• _What you should do_: Every line of the material must be reproduced exactly.

• _Raw data_:
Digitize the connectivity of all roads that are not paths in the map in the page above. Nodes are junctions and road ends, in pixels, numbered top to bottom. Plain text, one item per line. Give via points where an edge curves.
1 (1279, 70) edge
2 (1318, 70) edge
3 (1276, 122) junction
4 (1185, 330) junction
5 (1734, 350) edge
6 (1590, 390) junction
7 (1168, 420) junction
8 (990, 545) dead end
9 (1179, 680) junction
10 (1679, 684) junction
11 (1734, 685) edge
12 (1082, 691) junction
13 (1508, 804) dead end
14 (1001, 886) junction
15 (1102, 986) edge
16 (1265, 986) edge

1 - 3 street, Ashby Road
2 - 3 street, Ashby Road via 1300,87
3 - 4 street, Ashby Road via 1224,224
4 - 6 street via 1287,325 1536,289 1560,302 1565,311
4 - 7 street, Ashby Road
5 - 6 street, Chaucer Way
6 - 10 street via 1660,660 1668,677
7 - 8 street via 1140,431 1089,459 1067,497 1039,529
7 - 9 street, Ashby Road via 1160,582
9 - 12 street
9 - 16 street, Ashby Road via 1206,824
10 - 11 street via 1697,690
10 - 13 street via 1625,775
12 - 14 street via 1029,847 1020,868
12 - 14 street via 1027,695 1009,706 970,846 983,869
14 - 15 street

• _Written solution_:
Digitize the connectivity of all roads that are not paths in the map in the page above. Nodes are junctions and road ends, in pixels, numbered top to bottom. Plain text, one item per line. Give via points where an edge curves.
1 (1279, 70) edge
2 (1318, 70) edge
3 (1276, 122) junction
4 (1185, 330) junction
5 (1734, 350) edge
6 (1590, 390) junction
7 (1168, 420) junction
8 (990, 545) dead end
9 (1179, 680) junction
10 (1679, 684) junction
11 (1734, 685) edge
12 (1082, 691) junction
13 (1508, 804) dead end
14 (1001, 886) junction
15 (1102, 986) edge
16 (1265, 986) edge

1 - 3 street, Ashby Road
2 - 3 street, Ashby Road via 1300,87
3 - 4 street, Ashby Road via 1224,224
4 - 6 street via 1287,325 1536,289 1560,302 1565,311
4 - 7 street, Ashby Road
5 - 6 street, Chaucer Way
6 - 10 street via 1660,660 1668,677
7 - 8 street via 1140,431 1089,459 1067,497 1039,529
7 - 9 street, Ashby Road via 1160,582
9 - 12 street
9 - 16 street, Ashby Road via 1206,824
10 - 11 street via 1697,690
10 - 13 street via 1625,775
12 - 14 street via 1029,847 1020,868
12 - 14 street via 1027,695 1009,706 970,846 983,869
14 - 15 street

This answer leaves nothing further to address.